## REQUIRED WORK:
Among the records that follow, find the line with "index pip: (829, 627)" and the line with "thumb ip: (1005, 767)". Set down those lines and all lines between them exactly, without adding anything.

## GIVEN ENTRIES:

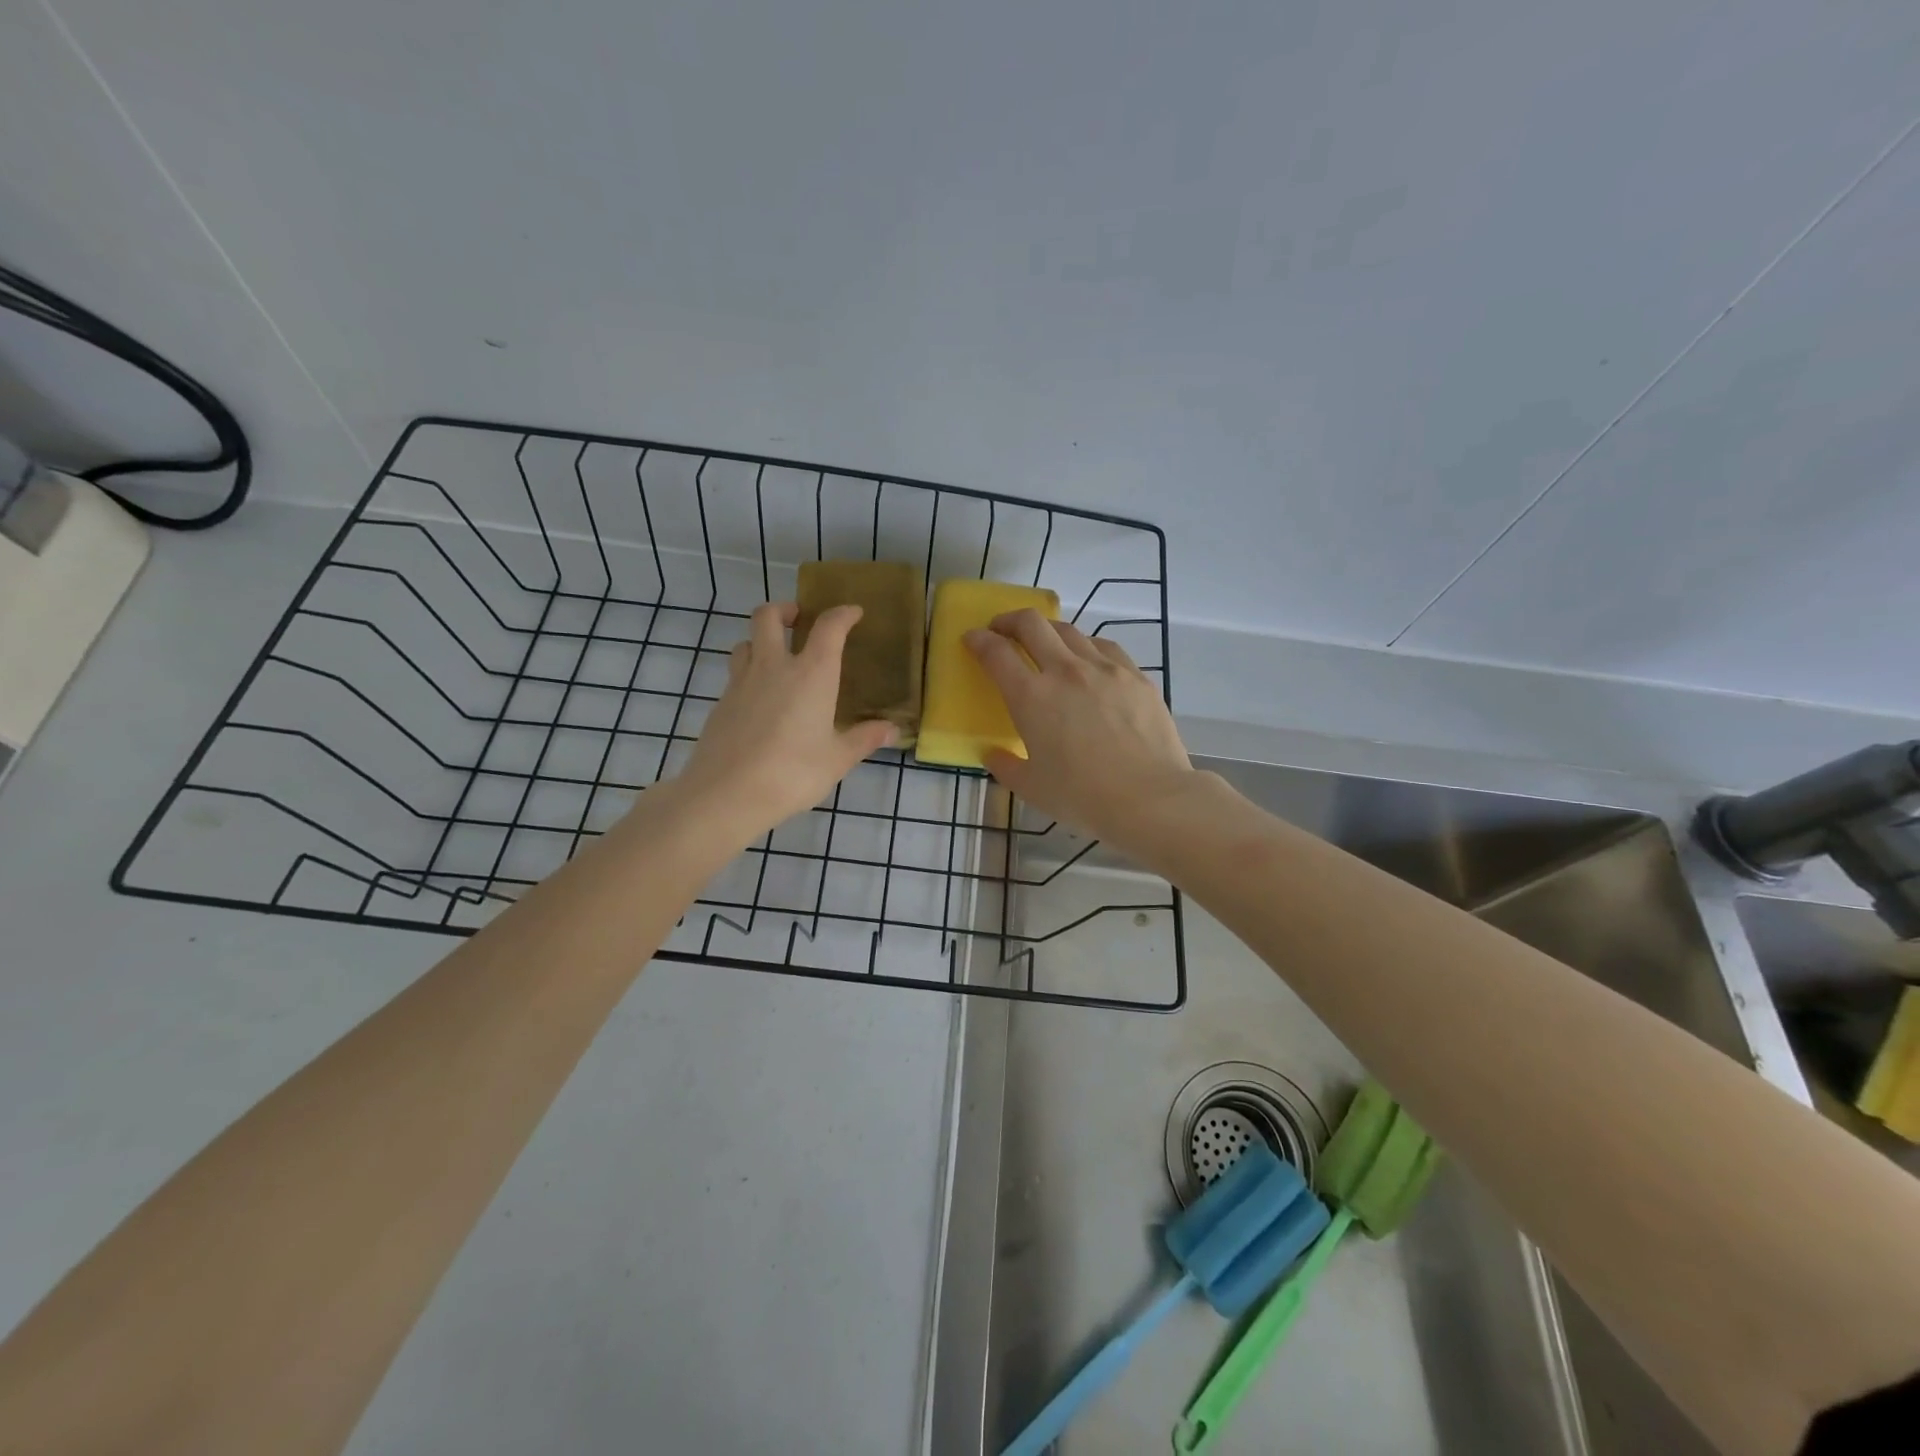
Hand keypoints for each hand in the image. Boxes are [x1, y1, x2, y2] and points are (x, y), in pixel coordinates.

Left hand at [673, 602, 895, 845]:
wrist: (726, 794)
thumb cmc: (792, 773)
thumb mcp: (837, 759)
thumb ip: (864, 739)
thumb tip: (892, 730)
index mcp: (812, 674)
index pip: (829, 627)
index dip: (843, 614)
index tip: (853, 614)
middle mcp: (774, 666)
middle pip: (769, 616)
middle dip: (786, 610)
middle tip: (799, 621)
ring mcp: (742, 682)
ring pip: (746, 641)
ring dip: (762, 639)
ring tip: (776, 657)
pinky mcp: (721, 702)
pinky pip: (736, 673)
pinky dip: (749, 672)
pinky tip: (760, 699)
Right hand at [964, 610, 1194, 846]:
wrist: (1150, 798)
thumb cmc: (1082, 797)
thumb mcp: (1032, 788)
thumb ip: (1005, 767)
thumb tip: (993, 755)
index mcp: (1031, 697)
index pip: (996, 653)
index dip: (979, 640)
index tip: (972, 639)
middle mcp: (1065, 671)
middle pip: (1032, 624)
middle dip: (1009, 621)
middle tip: (1002, 630)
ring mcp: (1104, 669)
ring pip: (1070, 630)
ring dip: (1049, 631)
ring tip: (1046, 644)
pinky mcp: (1136, 676)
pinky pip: (1104, 647)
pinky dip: (1086, 646)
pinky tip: (1088, 660)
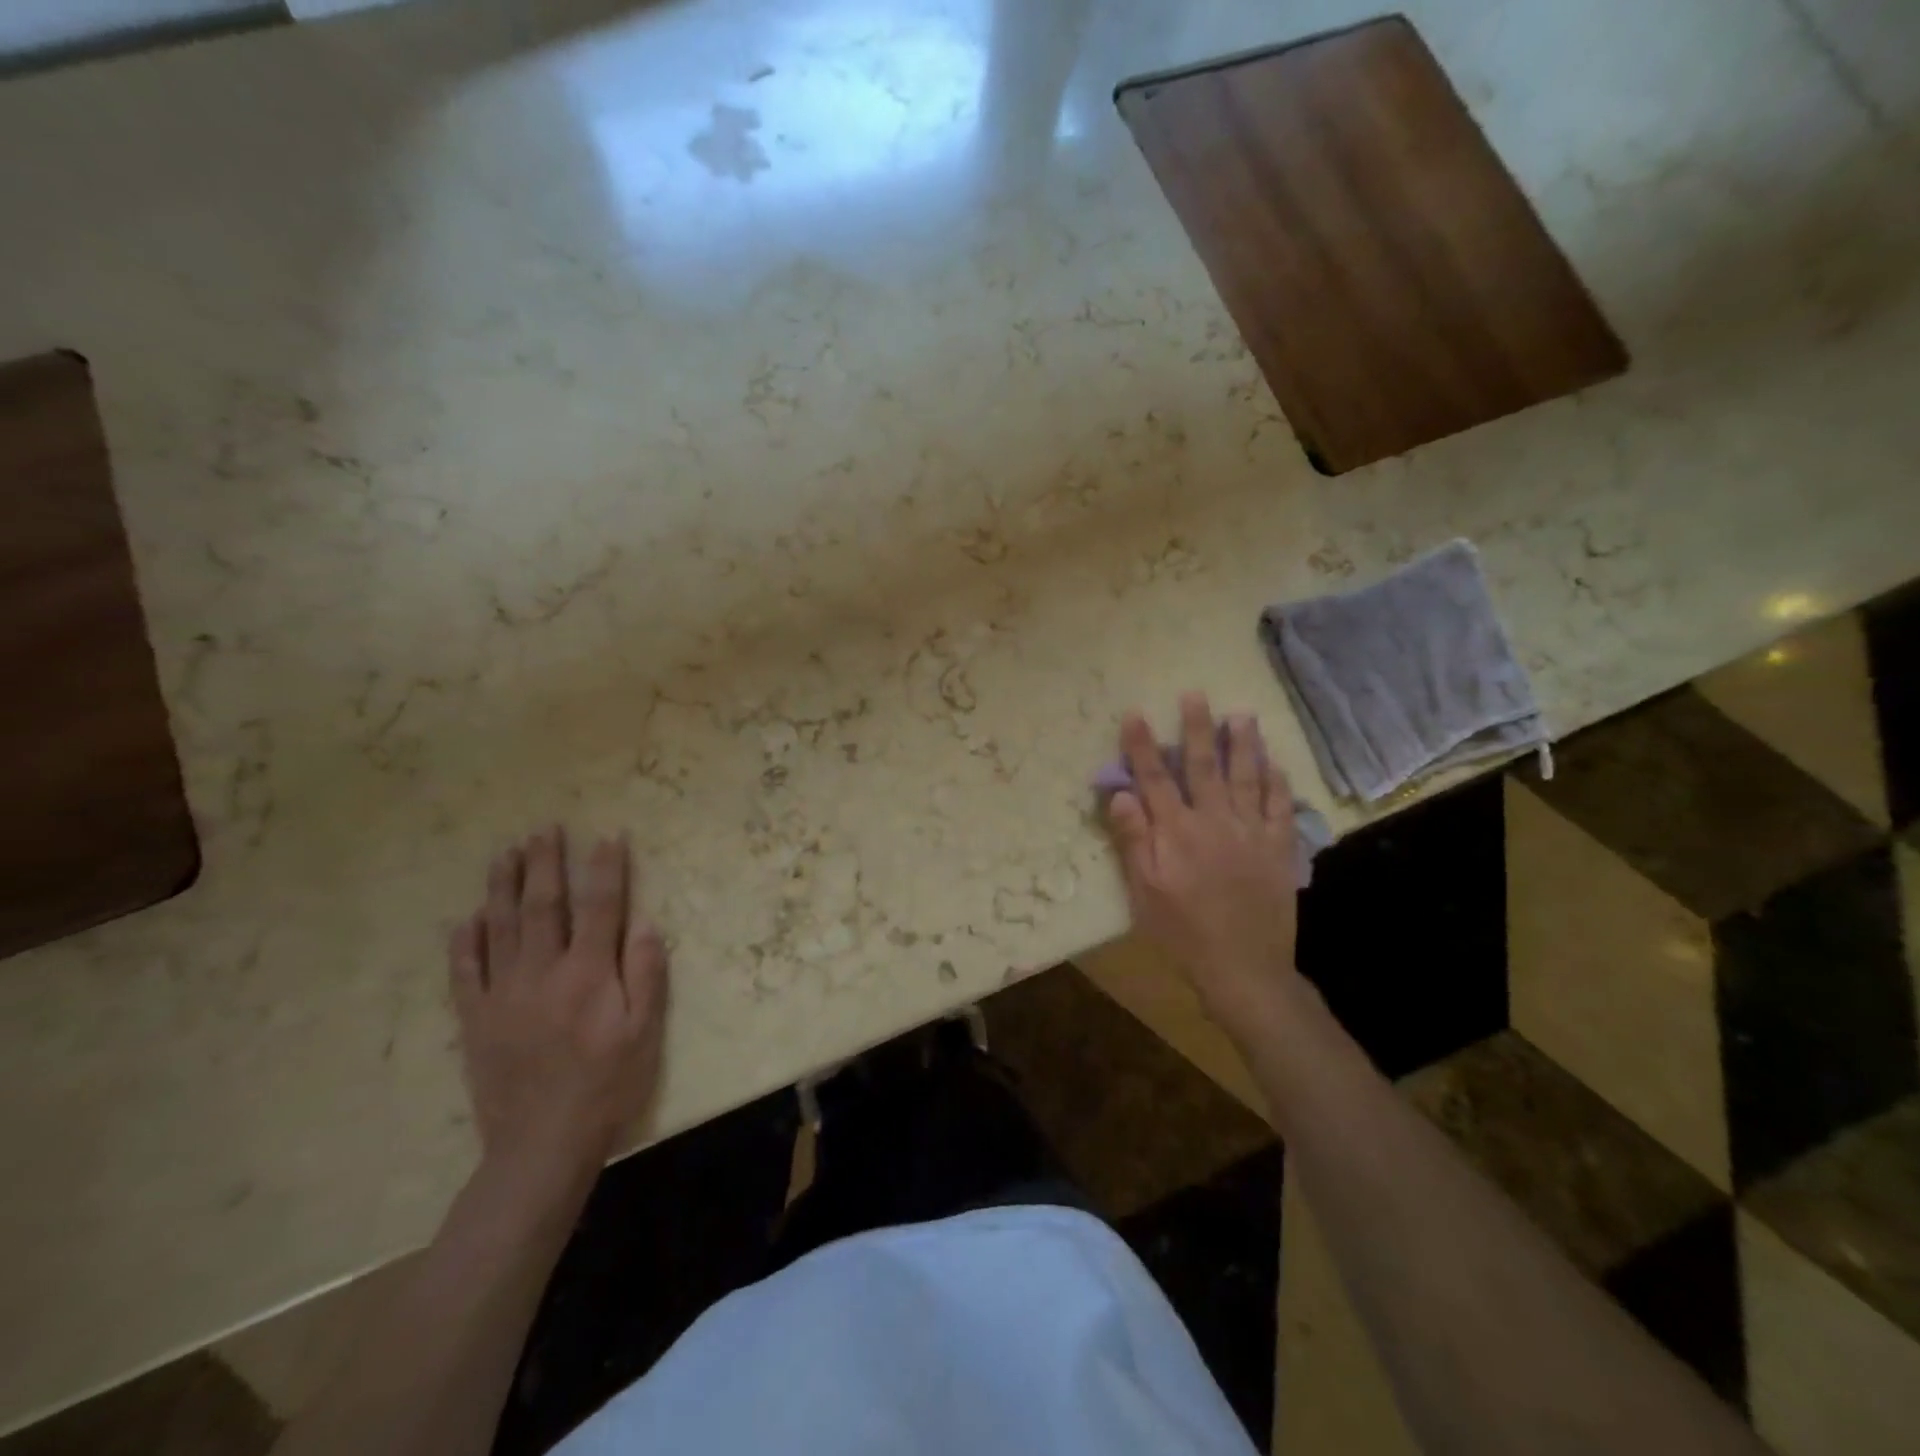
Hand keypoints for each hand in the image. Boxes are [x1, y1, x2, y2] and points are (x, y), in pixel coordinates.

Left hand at [448, 826, 668, 1178]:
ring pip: (501, 928)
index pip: (600, 906)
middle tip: (544, 829)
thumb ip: (646, 973)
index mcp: (588, 973)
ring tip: (505, 854)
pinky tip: (468, 918)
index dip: (606, 869)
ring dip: (503, 887)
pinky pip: (465, 972)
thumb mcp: (646, 1032)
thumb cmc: (607, 1084)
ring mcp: (503, 994)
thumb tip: (643, 923)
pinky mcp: (476, 1019)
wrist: (542, 1144)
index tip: (609, 836)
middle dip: (546, 864)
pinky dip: (466, 942)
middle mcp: (542, 972)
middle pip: (544, 905)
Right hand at [1104, 693, 1303, 1038]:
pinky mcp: (1278, 849)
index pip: (1154, 779)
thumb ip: (1134, 841)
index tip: (1136, 713)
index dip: (1142, 745)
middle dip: (1197, 728)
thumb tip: (1121, 794)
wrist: (1244, 968)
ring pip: (1246, 777)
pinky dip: (1277, 782)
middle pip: (1203, 766)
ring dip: (1243, 743)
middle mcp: (1214, 822)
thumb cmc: (1183, 933)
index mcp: (1176, 832)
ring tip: (1242, 714)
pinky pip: (1279, 806)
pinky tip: (1274, 763)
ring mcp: (1251, 833)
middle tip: (1195, 695)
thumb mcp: (1144, 893)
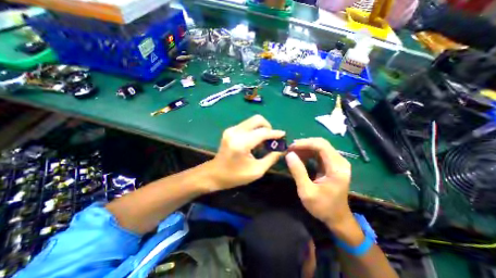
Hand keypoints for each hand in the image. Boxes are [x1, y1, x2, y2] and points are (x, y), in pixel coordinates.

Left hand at [209, 115, 286, 190]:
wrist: (214, 174)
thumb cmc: (235, 176)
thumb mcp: (257, 171)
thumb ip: (271, 158)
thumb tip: (282, 149)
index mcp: (241, 143)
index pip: (263, 132)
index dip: (275, 133)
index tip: (284, 135)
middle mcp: (236, 132)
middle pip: (257, 119)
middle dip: (268, 127)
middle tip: (272, 138)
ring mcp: (231, 129)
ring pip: (252, 121)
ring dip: (261, 129)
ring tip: (264, 142)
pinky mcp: (230, 130)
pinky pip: (247, 125)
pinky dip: (254, 130)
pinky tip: (254, 141)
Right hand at [285, 137, 354, 229]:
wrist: (337, 218)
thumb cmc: (323, 207)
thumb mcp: (306, 191)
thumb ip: (298, 172)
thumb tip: (289, 154)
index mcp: (337, 168)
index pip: (321, 146)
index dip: (305, 143)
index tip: (291, 147)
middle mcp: (339, 161)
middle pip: (321, 143)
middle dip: (304, 144)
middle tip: (289, 149)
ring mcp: (336, 162)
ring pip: (319, 146)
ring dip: (305, 148)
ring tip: (292, 152)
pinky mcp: (332, 164)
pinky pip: (319, 153)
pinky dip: (307, 152)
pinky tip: (299, 156)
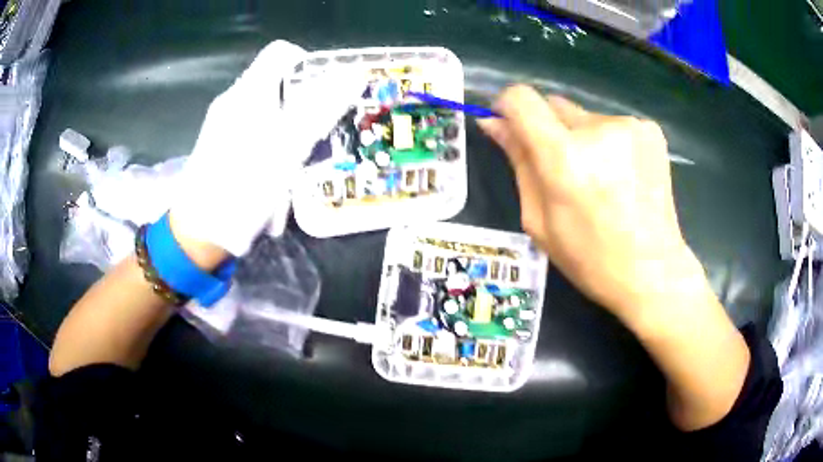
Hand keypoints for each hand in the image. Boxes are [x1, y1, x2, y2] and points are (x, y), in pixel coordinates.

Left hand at [169, 40, 362, 256]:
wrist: (199, 235)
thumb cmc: (242, 186)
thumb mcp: (288, 145)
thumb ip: (322, 106)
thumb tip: (356, 73)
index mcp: (248, 92)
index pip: (282, 53)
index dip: (309, 65)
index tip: (326, 94)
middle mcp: (235, 103)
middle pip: (280, 87)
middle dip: (304, 112)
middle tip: (316, 142)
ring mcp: (226, 127)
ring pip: (272, 118)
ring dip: (291, 142)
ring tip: (295, 174)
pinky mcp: (223, 150)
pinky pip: (258, 141)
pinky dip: (273, 157)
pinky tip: (277, 187)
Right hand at [478, 85, 705, 328]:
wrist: (653, 271)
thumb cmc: (590, 258)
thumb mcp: (539, 220)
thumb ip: (518, 163)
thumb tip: (494, 124)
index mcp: (564, 158)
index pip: (522, 99)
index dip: (509, 107)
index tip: (511, 127)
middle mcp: (597, 129)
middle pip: (554, 106)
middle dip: (549, 131)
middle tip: (565, 172)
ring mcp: (629, 125)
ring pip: (585, 118)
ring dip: (582, 139)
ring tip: (601, 180)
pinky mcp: (650, 130)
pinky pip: (612, 125)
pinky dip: (609, 143)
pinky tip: (623, 176)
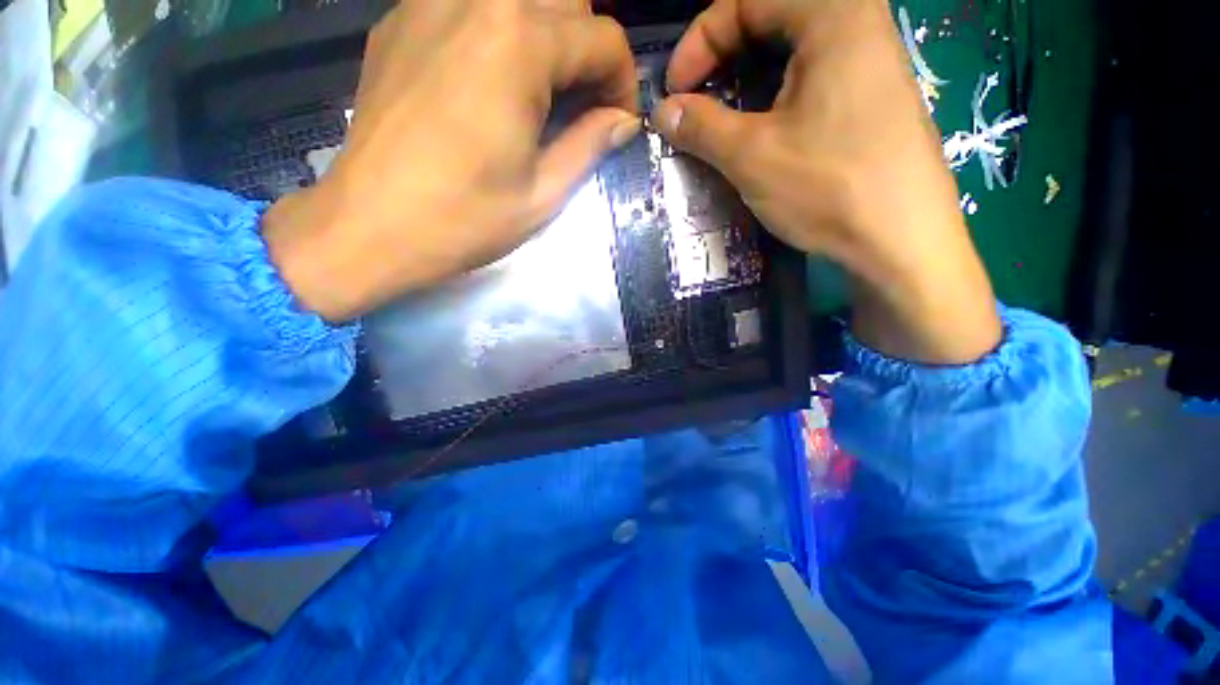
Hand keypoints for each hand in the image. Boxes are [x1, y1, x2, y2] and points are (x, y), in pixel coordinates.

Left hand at [263, 0, 639, 321]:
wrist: (369, 226)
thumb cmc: (464, 220)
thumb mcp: (543, 194)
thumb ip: (589, 146)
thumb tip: (623, 122)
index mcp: (518, 42)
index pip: (603, 38)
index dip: (624, 83)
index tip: (618, 124)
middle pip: (565, 0)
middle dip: (588, 52)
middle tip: (583, 107)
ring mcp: (429, 1)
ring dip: (547, 39)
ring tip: (542, 94)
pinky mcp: (400, 20)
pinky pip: (470, 5)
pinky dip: (499, 34)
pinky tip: (492, 81)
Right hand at [656, 0, 1000, 363]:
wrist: (901, 243)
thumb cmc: (828, 189)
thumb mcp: (752, 156)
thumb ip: (701, 126)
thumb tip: (662, 112)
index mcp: (834, 15)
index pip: (747, 0)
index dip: (699, 41)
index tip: (674, 91)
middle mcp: (858, 24)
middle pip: (771, 19)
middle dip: (721, 57)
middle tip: (694, 100)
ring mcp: (870, 63)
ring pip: (790, 52)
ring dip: (745, 80)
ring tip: (719, 119)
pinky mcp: (871, 98)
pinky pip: (810, 78)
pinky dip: (773, 97)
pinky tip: (759, 130)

## YOUR RESPONSE:
index pip: (829, 627)
index dip: (843, 614)
index tip: (853, 614)
middle mcp: (774, 666)
middle pip: (769, 616)
middle dip: (786, 610)
middle tip: (799, 621)
ring mcp: (742, 682)
ring pip: (746, 641)
ring dip: (762, 639)
ring tip: (776, 657)
pinky mcp: (721, 702)
pinky pip: (736, 673)
pinky dip: (749, 672)
pinky tip: (760, 699)
Right hand at [964, 610, 1194, 846]:
wrist: (1150, 798)
thumb cmc: (1082, 797)
thumb mcp: (1032, 788)
thumb ip: (1005, 767)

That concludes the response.